- Exercise material -
-- Opening Marker --
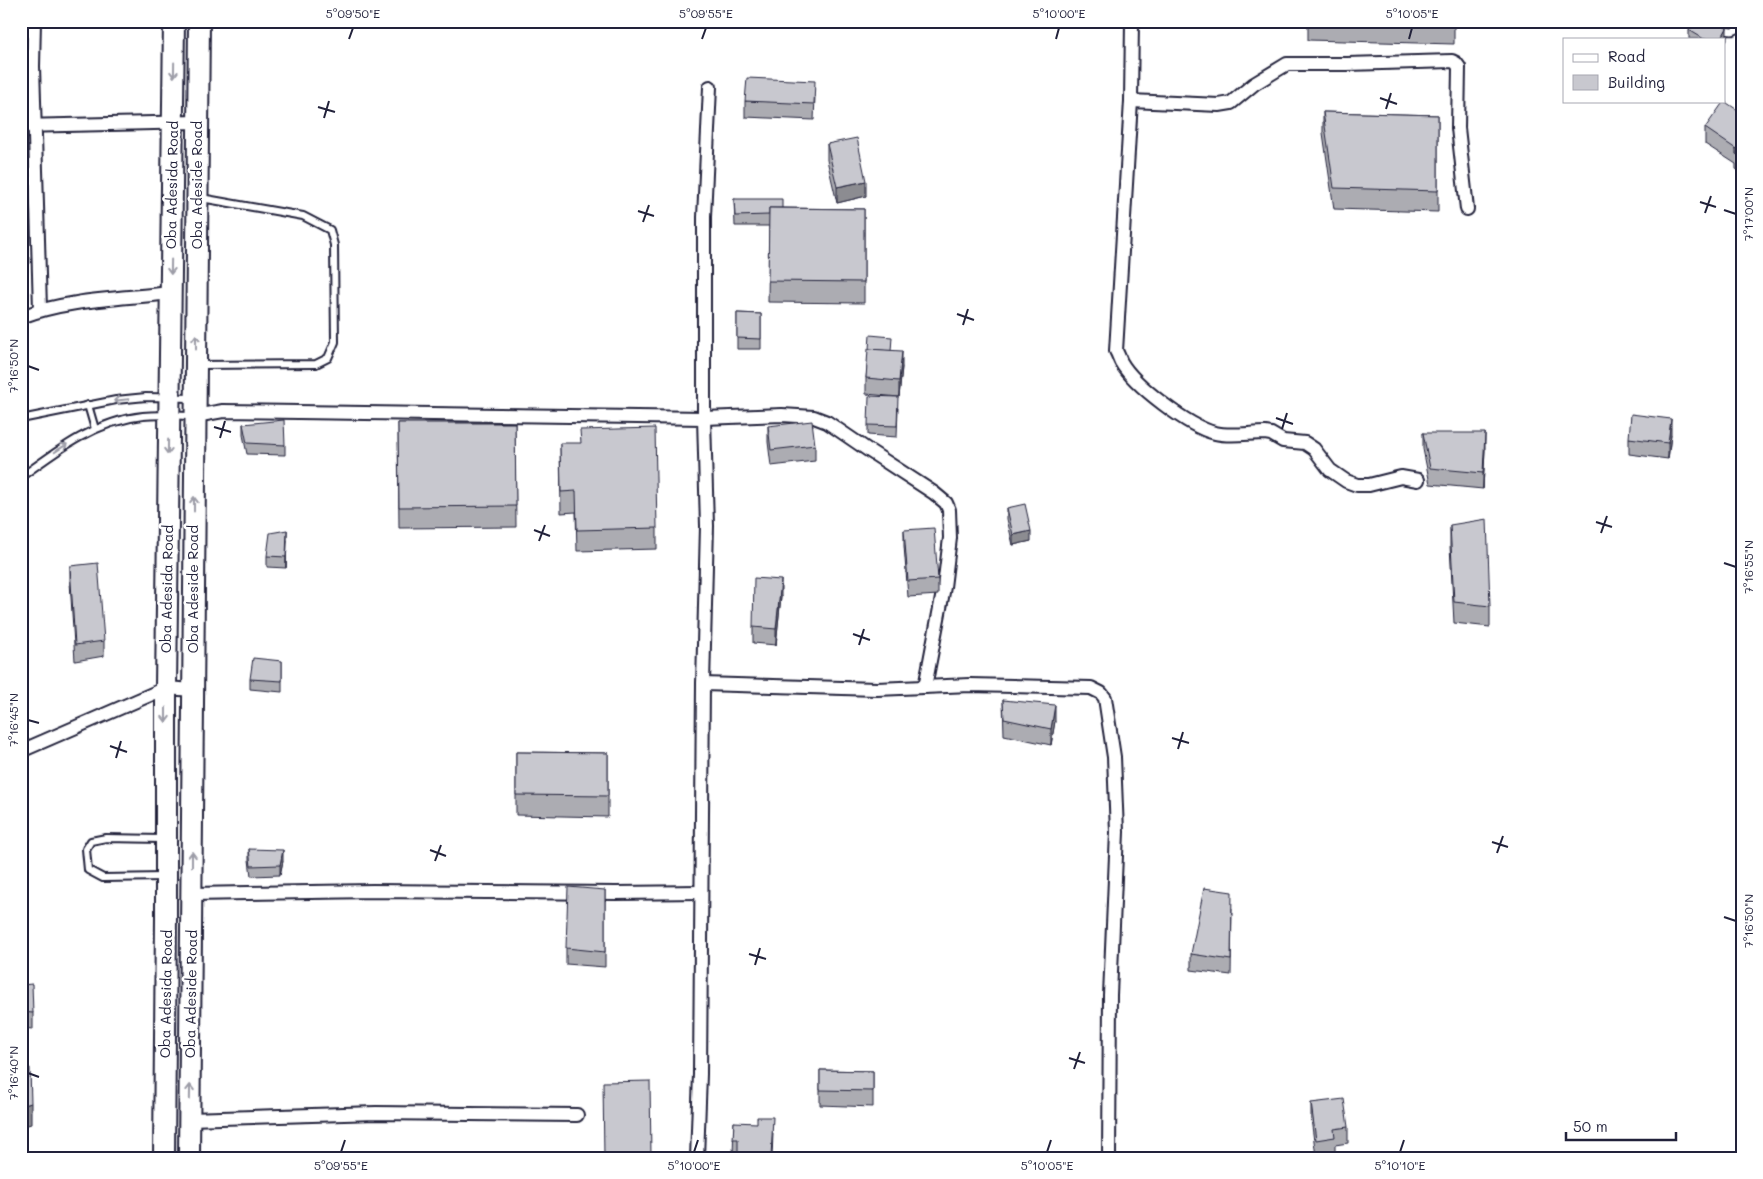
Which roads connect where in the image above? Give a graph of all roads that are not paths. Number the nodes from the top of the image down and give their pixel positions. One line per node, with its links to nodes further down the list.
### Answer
1 (34, 21): 11 (street)
2 (174, 21): 9 (main road, Oba Adesida Road, one-way to 9)
3 (199, 21): 10 (main road, Oba Adeside Road)
4 (1132, 21): 8 (street)
5 (1742, 24): 6 (lane)
6 (1715, 27)
7 (710, 87): 22 (street)
8 (1132, 101): 14 (street); 26 (street)
9 (173, 122): 10 (street); 11 (street); 15 (main road, Oba Adesida Road, one-way to 15)
10 (198, 122): 13 (main road, Oba Adeside Road)
11 (35, 125): 12 (street); 16 (street)
12 (21, 126)
13 (198, 197): 18 (main road, Oba Adeside Road, one-way to 13); 18 (lane)
14 (1467, 209)
15 (170, 293): 16 (street); 20 (main road, Oba Adesida Road)
16 (40, 309): 17 (street)
17 (21, 317)
18 (196, 365): 21 (main road, Oba Adeside Road)
19 (88, 406): 20 (lane, one-way to 19); 23 (lane); 24 (lane)
20 (169, 406): 21 (lane); 21 (lane); 24 (lane); 29 (main road, Oba Adesida Road, one-way to 29)
21 (195, 408): 22 (street); 30 (main road, Oba Adeside Road, one-way to 21)
22 (704, 418): 27 (street); 28 (street)
23 (21, 419)
24 (95, 429): 25 (lane, one-way to 24)
25 (21, 477)
26 (1418, 480)
27 (703, 684): 28 (street); 34 (street)
28 (925, 687): 41 (street)
29 (166, 688): 30 (street); 31 (street); 32 (main road, Oba Adesida Road, one-way to 32)
30 (193, 690): 35 (main road, Oba Adeside Road, one-way to 30)
31 (21, 751)
32 (166, 839): 33 (main road, Oba Adesida Road); 33 (lane)
33 (166, 877): 38 (main road, Oba Adesida Road)
34 (702, 892): 35 (street); 40 (street)
35 (192, 894): 37 (main road, Oba Adeside Road, one-way to 35)
36 (577, 1115): 37 (street)
37 (190, 1119): 39 (main road, Oba Adeside Road)
38 (164, 1158)
39 (189, 1158)
40 (697, 1158)
41 (1109, 1158)

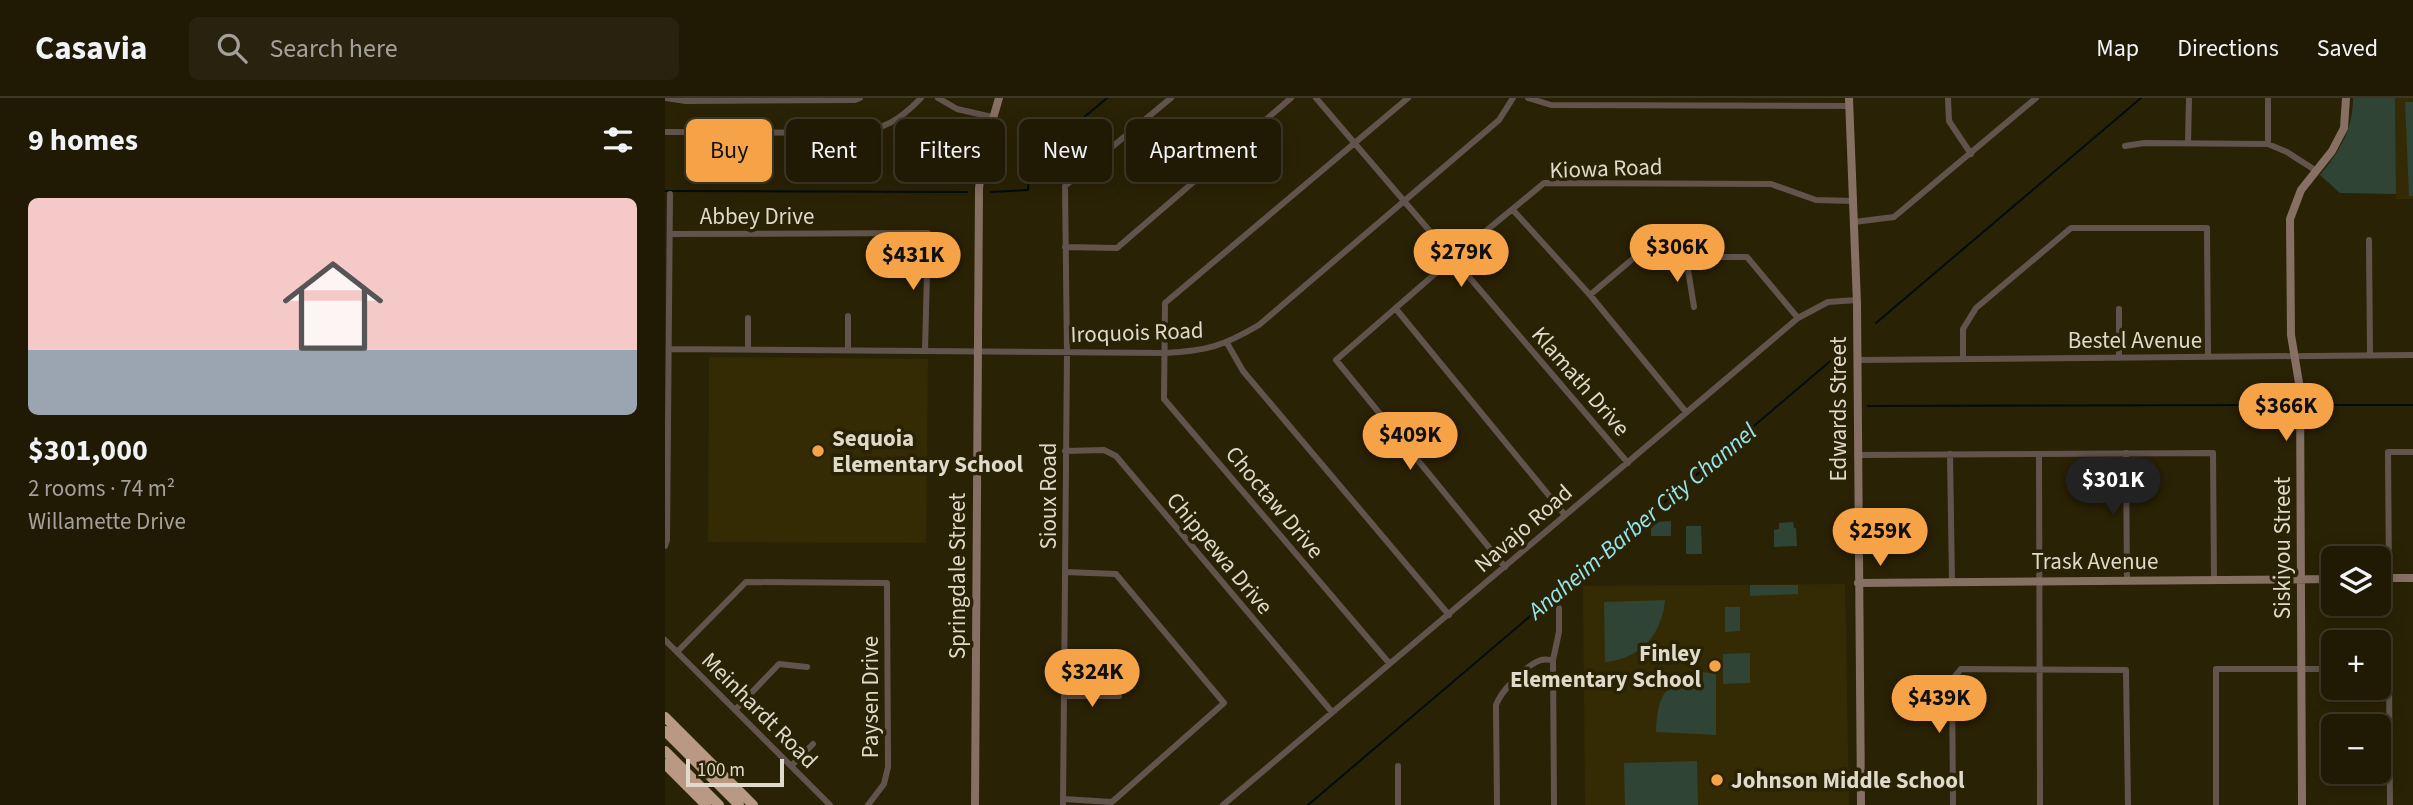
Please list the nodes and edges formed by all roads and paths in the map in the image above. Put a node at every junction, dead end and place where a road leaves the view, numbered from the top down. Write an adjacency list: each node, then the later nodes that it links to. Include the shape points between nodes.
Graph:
-- Closing Marker --
- Instructions to follow -
What lines in the entries above include the string "paths"? Return each one.

- Answer below -
Which roads connect where in the image above? Give a graph of all roads that are not paths. Number the nodes from the top of the image down and give their pixel positions. One line per node, with its links to nodes further down the list.
Please list the nodes and edges formed by all roads and paths in the map in the image above. Put a node at every junction, dead end and place where a road leaves the view, numbered from the top down. Write an adjacency list: each node, then the later nodes that it links to. Include the shape points between nodes.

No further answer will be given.